> _Your task_
The answer is every line of the records that holds the word "عەواڵ", copied in full.

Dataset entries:
- - -

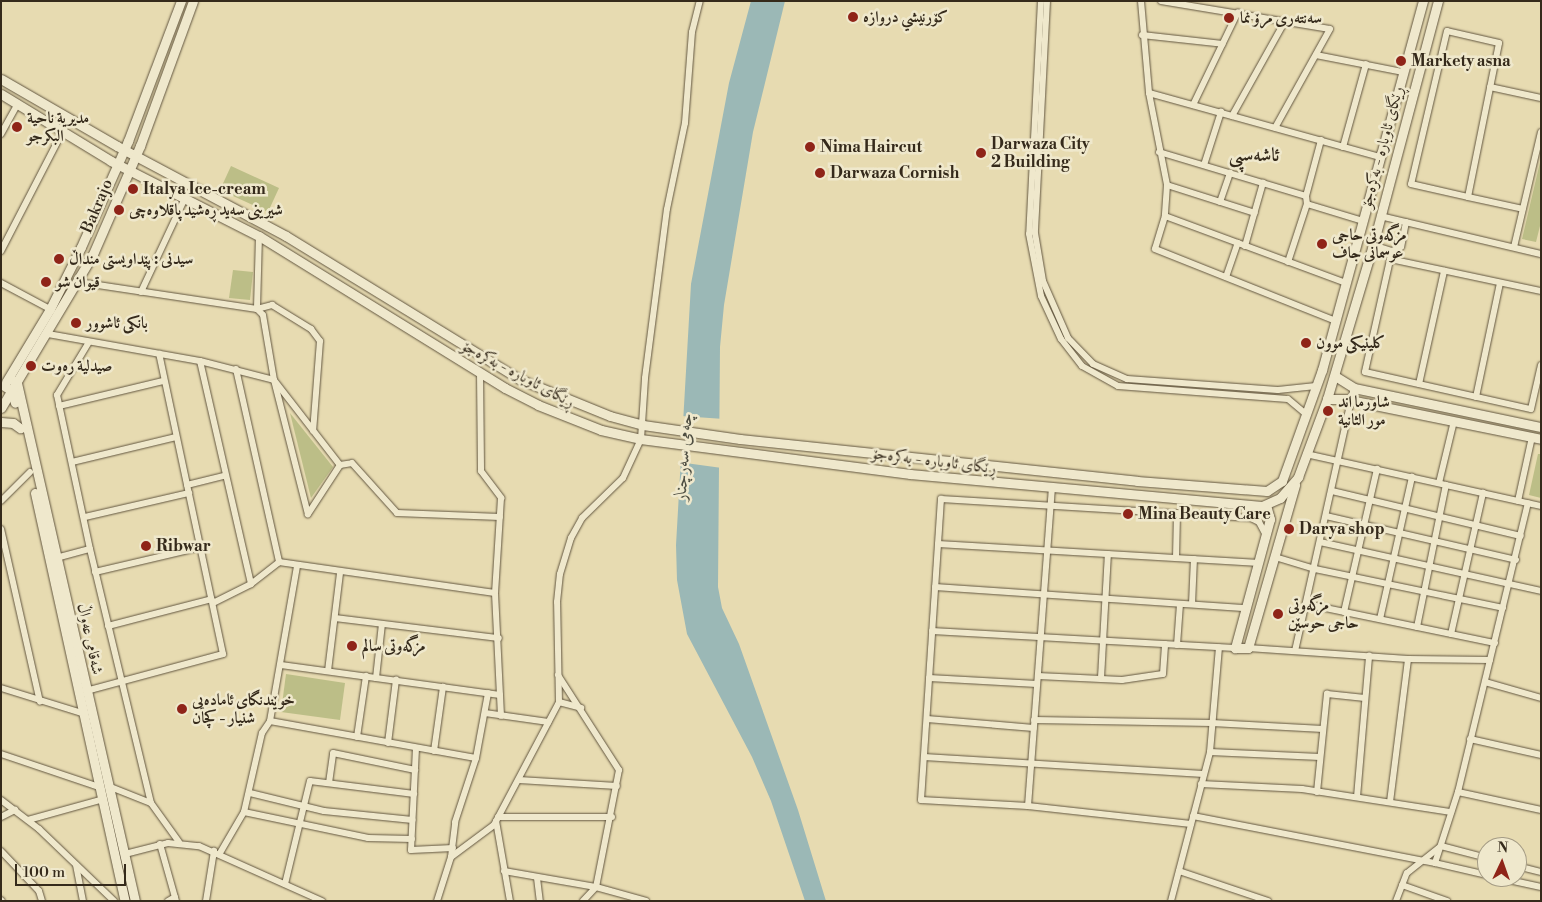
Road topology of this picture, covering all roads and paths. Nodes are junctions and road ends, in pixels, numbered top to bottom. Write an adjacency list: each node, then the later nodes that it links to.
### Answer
1 (180, 1): 36 (main road, Bakrajo)
2 (193, 1): 38 (main road, Bakrajo)
3 (700, 1): 101 (street)
4 (1042, 1): 98 (street)
5 (1047, 1): 91 (street)
6 (1141, 1): 13 (street)
7 (1161, 1): 10 (street)
8 (1423, 1): 12 (main road, ڕێگای ئاوبارە - بەکرەجۆ)
9 (1438, 1): 14 (main road, ڕێگای ئاوبارە - بەکرەجۆ)
10 (1238, 12): 11 (street); 15 (street)
11 (1285, 21): 16 (street); 29 (street)
12 (1414, 33): 14 (main road); 17 (main road, ڕێگای ئاوبارە - بەکرەجۆ)
13 (1142, 35): 15 (street); 23 (street)
14 (1427, 39): 18 (main road, ڕێگای ئاوبارە - بەکرەجۆ)
15 (1223, 44): 27 (street)
16 (1316, 55): 19 (street); 30 (street)
17 (1407, 56): 18 (main road); 20 (main road, ڕێگای ئاوبارە - بەکرەجۆ)
18 (1420, 61): 54 (main road, ڕێگای ئاوبارە - بەکرەجۆ)
19 (1366, 64): 20 (street); 35 (street)
20 (1403, 72): 39 (main road, ڕێگای ئاوبارە - بەکرەجۆ)
21 (1, 79): 36 (main road)
22 (1490, 87): 25 (street); 47 (street); 47 (street)
23 (1149, 92): 27 (street); 37 (street)
24 (1, 94): 26 (main road)
25 (1541, 98)
26 (18, 103): 31 (main road); 33 (street)
27 (1193, 105): 28 (street)
28 (1220, 112): 29 (street); 41 (street)
29 (1232, 116): 30 (street)
30 (1275, 128): 34 (street)
31 (63, 131): 40 (main road); 63 (street)
32 (1541, 132): 51 (street)
33 (1, 134)
34 (1321, 140): 35 (street); 46 (street)
35 (1343, 146): 39 (street)
36 (124, 150): 38 (main road, ڕێگای ئاوبارە - بەکرەجۆ); 40 (main road, Bakrajo)
37 (1159, 152): 41 (street); 45 (street)
38 (136, 155): 42 (main road, Bakrajo); 101 (main road, ڕێگای ئاوبارە - بەکرەجۆ)
39 (1380, 157): 55 (main road, ڕێگای ئاوبارە - بەکرەجۆ)
40 (119, 164): 42 (main road, ڕێگای ئاوبارە - بەکرەجۆ); 75 (main road, Bakrajo)
41 (1204, 165): 43 (street)
42 (129, 169): 48 (main road, ڕێگای ئاوبارە - بەکرەجۆ); 69 (main road, Bakrajo)
43 (1230, 173): 44 (street); 49 (street)
44 (1263, 183): 46 (street); 52 (street)
45 (1167, 185): 49 (street); 53 (street)
46 (1306, 196): 50 (street)
47 (1468, 197): 51 (street)
48 (186, 198): 57 (main road, ڕێگای ئاوبارە - بەکرەجۆ); 73 (street)
49 (1220, 202): 52 (street)
50 (1307, 204): 55 (street); 66 (street)
51 (1523, 209): 61 (street)
52 (1255, 213): 60 (street)
53 (1165, 216): 58 (street); 68 (street)
54 (1380, 216): 56 (street); 59 (main road, ڕێگای ئاوبارە - بەکرەجۆ)
55 (1363, 221): 71 (main road, ڕێگای ئاوبارە - بەکرەجۆ)
56 (1406, 222): 61 (street); 62 (street)
57 (259, 236): 76 (street); 85 (main road, ڕێگای ئاوبارە - بەکرەجۆ)
58 (1238, 243): 60 (street); 68 (street)
59 (1372, 245): 62 (street); 86 (main road, ڕێگای ئاوبارە - بەکرەجۆ)
60 (1246, 246): 66 (street)
61 (1514, 247): 64 (street)
62 (1392, 250): 65 (street)
63 (1, 251)
64 (1540, 252)
65 (1390, 259): 67 (street); 89 (street)
66 (1288, 262): 71 (street)
67 (1444, 271): 72 (street); 89 (street)
68 (1226, 277): 77 (street)
69 (78, 282): 73 (street); 78 (main road, Bakrajo)
70 (1, 283): 75 (street)
71 (1346, 283): 77 (main road, ڕێگای ئاوبارە - بەکرەجۆ)
72 (1500, 283): 74 (street); 93 (street)
73 (141, 292): 76 (street)
74 (1541, 292)
75 (50, 309): 90 (main road, Bakrajo)
76 (257, 309): 87 (street); 104 (street)
77 (1336, 321): 84 (main road, ڕێگای ئاوبارە - بەکرەجۆ)
78 (48, 334): 79 (street); 90 (main road, Bakrajo)
79 (90, 342): 80 (street); 96 (street)
80 (159, 354): 81 (street); 88 (street)
81 (200, 361): 83 (street); 116 (street)
82 (1541, 365): 93 (street)
83 (236, 369): 87 (street); 161 (street)
84 (1322, 370): 86 (main road); 91 (main road, ڕێگای ئاوبارە - بەکرەجۆ)
85 (480, 372): 107 (main road, ڕێگای ئاوبارە - بەکرەجۆ); 138 (street)
86 (1334, 379): 92 (main road); 94 (main road, ڕێگای ئاوبارە - بەکرەجۆ)
87 (274, 380): 104 (street); 113 (street)
88 (163, 381): 96 (street); 105 (street)
89 (1419, 384): 93 (street)
90 (9, 386): 97 (main road, Bakrajo); 103 (main road, شەقامی عەواڵ); 156 (main road, شەقامی عەواڵ)
91 (1316, 386): 98 (main road, ڕێگای ئاوبارە - بەکرەجۆ)
92 (1354, 388): 95 (street); 102 (main road)
93 (1476, 397)
94 (1326, 399): 95 (main road); 110 (main road, ڕێگای ئاوبارە - بەکرەجۆ)
95 (1351, 400): 99 (main road); 111 (street)
96 (59, 406): 112 (street)
97 (1, 408)
98 (1306, 414): 119 (main road, ڕێگای ئاوبارە - بەکرەجۆ)
99 (1454, 421): 106 (main road); 120 (street)
100 (1, 422): 103 (main road)
101 (643, 425): 107 (street); 108 (main road, ڕێگای ئاوبارە - بەکرەجۆ)
102 (1541, 427)
103 (20, 428): 115 (main road, شەقامی عەواڵ)
104 (314, 431): 113 (street)
105 (176, 437): 112 (street); 121 (street)
106 (1536, 438): 129 (street)
107 (641, 439): 109 (main road, ڕێگای ئاوبارە - بەکرەجۆ); 209 (street)
108 (753, 441): 109 (main road); 119 (main road, ڕێگای ئاوبارە - بەکرەجۆ)
109 (751, 452): 122 (main road, ڕێگای ئاوبارە - بەکرەجۆ)
110 (1306, 454): 111 (street); 118 (main road, ڕێگای ئاوبارە - بەکرەجۆ)
111 (1338, 461): 114 (street); 123 (street)
112 (72, 462): 137 (street)
113 (340, 465): 138 (street)
114 (1377, 470): 117 (street); 127 (street)
115 (30, 472): 128 (street); 229 (main road, شەقامی عەواڵ)
116 (224, 476): 121 (street); 170 (street)
117 (1412, 477): 120 (street); 134 (street)
118 (1298, 478): 131 (main road, ڕێگای ئاوبارە - بەکرەجۆ); 155 (main road)
119 (1138, 481): 126 (main road)
120 (1443, 484): 125 (street); 139 (street)
121 (187, 485): 124 (street)
122 (1052, 489): 126 (main road, ڕێگای ئاوبارە - بەکرەجۆ); 132 (street)
123 (1332, 490): 127 (street); 136 (street)
124 (189, 493): 137 (street); 149 (street)
125 (1483, 493): 129 (street); 141 (street)
126 (1136, 497): 131 (main road, ڕێگای ئاوبارە - بەکرەجۆ)
127 (1370, 500): 134 (street); 140 (street)
128 (1, 501)
129 (1518, 501): 130 (street)
130 (1528, 504): 133 (street); 145 (street)
131 (1266, 505): 144 (main road)
132 (1050, 506): 135 (street); 148 (street); 151 (street)
133 (1541, 506)
134 (1405, 508): 139 (street); 143 (street)
135 (1177, 514): 144 (street); 157 (street)
136 (1326, 516): 140 (street); 147 (street)
137 (84, 517): 150 (street)
138 (500, 517): 176 (street)
139 (1440, 517): 141 (street); 146 (street)
140 (1364, 525): 143 (street); 152 (street)
141 (1476, 525): 145 (street); 153 (street)
142 (1, 529): 226 (street)
143 (1400, 533): 146 (street); 158 (street)
144 (1266, 535): 162 (main road)
145 (1521, 536): 160 (street)
146 (1434, 541): 153 (street); 163 (street)
147 (1320, 542): 152 (street); 165 (street)
148 (938, 544): 151 (street); 173 (street)
149 (202, 547): 166 (street); 180 (street)
150 (90, 549): 156 (street); 166 (street)
151 (1047, 550): 154 (street); 177 (street)
152 (1358, 550): 158 (street); 169 (street)
153 (1470, 550): 160 (street); 168 (street)
154 (1108, 554): 157 (street); 178 (street)
155 (1275, 557): 165 (street); 202 (main road)
156 (56, 558): 221 (main road, شەقامی عەواڵ)
157 (1176, 558): 159 (street)
158 (1394, 558): 163 (street); 171 (street)
159 (1194, 559): 162 (street); 182 (street)
160 (1516, 560): 172 (street)
161 (279, 562): 164 (street); 170 (street)
162 (1259, 563): 184 (main road)
163 (1429, 566): 168 (street); 175 (street)
164 (297, 567): 167 (street); 207 (street)
165 (1315, 569): 169 (street); 183 (street)
166 (96, 572): 190 (street)
167 (340, 573): 176 (street); 187 (street)
168 (1465, 574): 172 (street); 179 (street)
169 (1352, 577): 171 (street); 186 (street)
170 (251, 584): 180 (street)
171 (1388, 584): 175 (street); 188 (street)
172 (1510, 584): 174 (street); 185 (street)
173 (935, 587): 177 (street); 192 (street)
174 (1541, 591)
175 (1424, 592): 179 (street); 191 (street)
176 (496, 593): 195 (street)
177 (1044, 594): 178 (street); 194 (street)
178 (1106, 599): 181 (street); 196 (street)
179 (1459, 599): 185 (street); 193 (street)
180 (212, 601): 190 (street); 216 (street)
181 (1180, 604): 182 (street); 199 (street)
182 (1192, 604): 184 (street)
183 (1306, 604): 186 (street); 203 (street)
184 (1246, 608): 201 (main road)
185 (1504, 608): 197 (street)
186 (1344, 612): 188 (street)
187 (334, 618): 189 (street); 208 (street)
188 (1380, 619): 191 (street)
189 (382, 624): 195 (street); 212 (street)
190 (108, 626): 216 (street)
191 (1417, 627): 193 (street)
192 (932, 631): 194 (street); 213 (street)
193 (1451, 634): 197 (street)
194 (1040, 637): 196 (street); 211 (street)
195 (498, 638): 223 (street)
196 (1104, 641): 198 (street); 214 (street)
197 (1495, 643): 206 (street)
198 (1166, 644): 199 (street); 214 (street)
199 (1177, 645): 200 (street)
200 (1219, 647): 201 (street); 236 (street)
201 (1235, 648): 202 (main road)
202 (1248, 648): 203 (street)
203 (1295, 651): 204 (street)
204 (1368, 656): 205 (street); 224 (street)
205 (1408, 659): 206 (street); 265 (street)
206 (1490, 660): 217 (street)
207 (281, 665): 208 (street); 234 (street)
208 (328, 671): 210 (street)
209 (557, 674): 227 (street); 228 (street)
210 (366, 676): 212 (street); 239 (street)
211 (1038, 676): 214 (street); 218 (street)
212 (376, 678): 215 (street)
213 (929, 678): 218 (street); 232 (street)
214 (1101, 678)
215 (396, 680): 219 (street); 241 (street)
216 (121, 682): 221 (street); 266 (street)
217 (1485, 682): 225 (street); 240 (street)
218 (1037, 684): 233 (street)
219 (443, 687): 222 (street); 243 (street)
220 (1, 688): 226 (street)
221 (86, 690): 256 (main road, شەقامی عەواڵ)
222 (488, 693): 223 (street); 230 (street)
223 (500, 694): 231 (street)
224 (1365, 698): 238 (street); 262 (street)
225 (1541, 698)
226 (40, 702): 229 (street)
227 (559, 702): 228 (street); 235 (street)
228 (581, 708): 257 (street)
229 (82, 713): 256 (main road, شەقامی عەواڵ)
230 (485, 713): 231 (street); 249 (street)
231 (501, 716): 235 (street)
232 (927, 719): 237 (street); 247 (street)
233 (1034, 720): 236 (street); 237 (street)
234 (270, 721): 239 (street); 258 (street)
235 (548, 722): 253 (street)
236 (1212, 723): 238 (street); 244 (street)
237 (1034, 728): 250 (street)
238 (1323, 729): 248 (street)
239 (357, 737): 241 (street)
240 (1470, 739): 246 (street); 260 (street)
241 (388, 743): 242 (street)
242 (416, 748): 243 (street); 251 (street)
243 (434, 751): 249 (street)
244 (1210, 752): 248 (street); 252 (street)
245 (1, 754): 256 (street)
246 (1541, 755)
247 (924, 757): 250 (street); 267 (street)
248 (1320, 757): 259 (street)
249 (476, 758): 285 (street)
250 (1031, 764): 252 (street); 267 (street)
251 (415, 770): 254 (street); 261 (street)
252 (1203, 774): 255 (street)
253 (519, 780): 257 (street); 276 (street)
254 (329, 783): 261 (street); 268 (street)
255 (1201, 784): 259 (street); 273 (street)
256 (103, 786): 263 (main road, شەقامی عەواڵ); 266 (street); 288 (main road, شەقامی عەواڵ)
257 (617, 786): 275 (street)
258 (250, 792): 268 (street); 271 (street)
259 (1317, 792): 262 (street)
260 (1458, 792): 270 (street); 272 (street)
261 (414, 794): 278 (street)
262 (1357, 797): 265 (street)
263 (103, 799): 277 (street); 310 (main road, شەقامی عەواڵ)
264 (1, 800): 269 (street)
265 (1390, 802): 272 (street)
266 (151, 804): 282 (street)
267 (1028, 806): 280 (street)
268 (304, 807): 278 (street); 279 (street)
269 (15, 810): 274 (street); 277 (street)
270 (1541, 810)
271 (244, 812): 279 (street); 287 (street)
272 (1451, 812): 284 (street)
273 (1193, 816): 280 (street); 291 (street)
274 (1, 817)
275 (612, 818): 276 (street); 303 (street)
276 (497, 819): 290 (street); 295 (street)
277 (28, 820): 293 (street)
278 (413, 820): 281 (street)
279 (300, 824): 281 (street); 300 (street)
280 (1191, 824): 296 (street)
281 (412, 839): 285 (street)
282 (179, 842): 283 (street); 287 (street)
283 (160, 844): 288 (street); 306 (street)
284 (1441, 846): 289 (street); 291 (street); 292 (street)
285 (453, 848): 290 (street)
286 (1, 851): 307 (street)
287 (217, 852): 300 (street); 313 (street)
288 (124, 854): 311 (main road, شەقامی عەواڵ)
289 (1477, 855)
290 (451, 857): 315 (street)
291 (1421, 860): 292 (street); 301 (street)
292 (1434, 863): 298 (street)
293 (76, 865): 308 (street); 309 (street)
294 (1527, 868): 297 (street)
295 (504, 871): 299 (street); 316 (street)
296 (1179, 871): 321 (street); 322 (street)
297 (1541, 872)
298 (1477, 873)
299 (537, 878): 303 (street); 317 (street)
300 (285, 884): 314 (street)
301 (1402, 885): 323 (street); 324 (street)
302 (1527, 885): 304 (street)
303 (596, 887): 305 (street); 318 (street)
304 (1541, 888)
305 (618, 892): 319 (street); 320 (street)
306 (176, 899): 312 (street)
307 (42, 901)
308 (83, 901)
309 (114, 901)
310 (125, 901)
311 (135, 901)
312 (168, 901)
313 (206, 901)
314 (322, 901)
315 (437, 901)
316 (510, 901)
317 (540, 901)
318 (583, 901)
319 (621, 901)
320 (646, 901)
321 (1171, 901)
322 (1268, 901)
323 (1396, 901)
324 (1447, 901)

- - -

> _Expected output_
90 (9, 386): 97 (main road, Bakrajo); 103 (main road, شەقامی عەواڵ); 156 (main road, شەقامی عەواڵ)
103 (20, 428): 115 (main road, شەقامی عەواڵ)
115 (30, 472): 128 (street); 229 (main road, شەقامی عەواڵ)
156 (56, 558): 221 (main road, شەقامی عەواڵ)
221 (86, 690): 256 (main road, شەقامی عەواڵ)
229 (82, 713): 256 (main road, شەقامی عەواڵ)
256 (103, 786): 263 (main road, شەقامی عەواڵ); 266 (street); 288 (main road, شەقامی عەواڵ)
263 (103, 799): 277 (street); 310 (main road, شەقامی عەواڵ)
288 (124, 854): 311 (main road, شەقامی عەواڵ)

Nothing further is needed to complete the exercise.